Perceptual barriers are a third factor important to interdisciplinary learning [16, 17, 25]. An important aspect of these perceptual barriers are the perceptions of competence that many scientists have about their own and other disciplines. For example, survey measures show that social scientists are believed to have lower intelligence than natural scientists, an assumption also reflected in discussions of the hierarchy of the sciences . Similarly, empirical research in the health sciences shows that more than half of research participants coming from the social sciences have changed their research to achieve some level of legitimacy in the eyes of their medical colleagues. [16, 26]. The value of science to society can also influence the perception of the discipline. For example, a profession is found to have value if it is deemed worth engaging in and funding . If there is such perceived tension and arrogance about being from a ‘higher’ discipline or lack of respect, it will affect the level and manner of acceptance and integration into interdisciplinary education . Unfortunately, research on the prevalence of perceptual barriers in interdisciplinary education and across disciplines is scarce and existing evidence remains unclear.
Another factor affecting interdisciplinary learning concerns the importance of teaching teams and their professional interdisciplinary skills. Teachers must be able to facilitate the necessary understanding of others’ disciplines as well as the integration of different disciplines. Furthermore, they must be able to demonstrate a safe environment in which students feel free to find their own path to interdisciplinarity .

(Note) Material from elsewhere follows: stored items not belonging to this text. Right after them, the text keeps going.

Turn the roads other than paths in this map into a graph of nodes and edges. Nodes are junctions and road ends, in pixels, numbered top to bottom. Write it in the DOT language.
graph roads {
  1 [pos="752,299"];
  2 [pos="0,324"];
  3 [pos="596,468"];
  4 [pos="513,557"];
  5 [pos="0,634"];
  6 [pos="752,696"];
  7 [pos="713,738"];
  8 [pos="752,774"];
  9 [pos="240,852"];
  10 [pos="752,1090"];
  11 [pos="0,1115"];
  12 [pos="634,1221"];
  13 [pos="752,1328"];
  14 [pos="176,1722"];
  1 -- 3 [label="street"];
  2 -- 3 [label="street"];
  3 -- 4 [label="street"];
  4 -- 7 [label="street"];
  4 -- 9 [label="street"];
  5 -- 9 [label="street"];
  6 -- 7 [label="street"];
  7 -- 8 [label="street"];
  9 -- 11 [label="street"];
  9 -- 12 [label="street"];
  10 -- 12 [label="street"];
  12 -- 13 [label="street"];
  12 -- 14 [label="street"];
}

In addition to the above structural barriers, personal characteristics appear to influence learning outcomes. As found in previous research [1, 17, 29], the necessary personal characteristics to enable interdisciplinary thinking are curiosity, respect and openness. In addition, patience, diligence and self-regulation have been described as essential characteristics for creating cognitive progress in interdisciplinary learning. Furthermore, gender was found to be a predictor, with females being significantly more receptive to interdisciplinary collaboration . More generally, perceptions of warmth are also thought to influence collaboration across disciplines (as a measure of friendliness, trustworthiness, empathy and kindness) .
Overall, empirical evidence on facilitators and barriers to interdisciplinary learning remains scarce and limited to interdisciplinarity in research and teams rather than education at the academic level. The current research will provide a deeper insight into students’ perceptions of interdisciplinary learning, their own and other disciplines. This will establish a deeper understanding of the methodological and perceptual factors influencing interdisciplinary learning, as it is crucial to turn existing barriers into opportunities and increase the potential of interdisciplinary learning.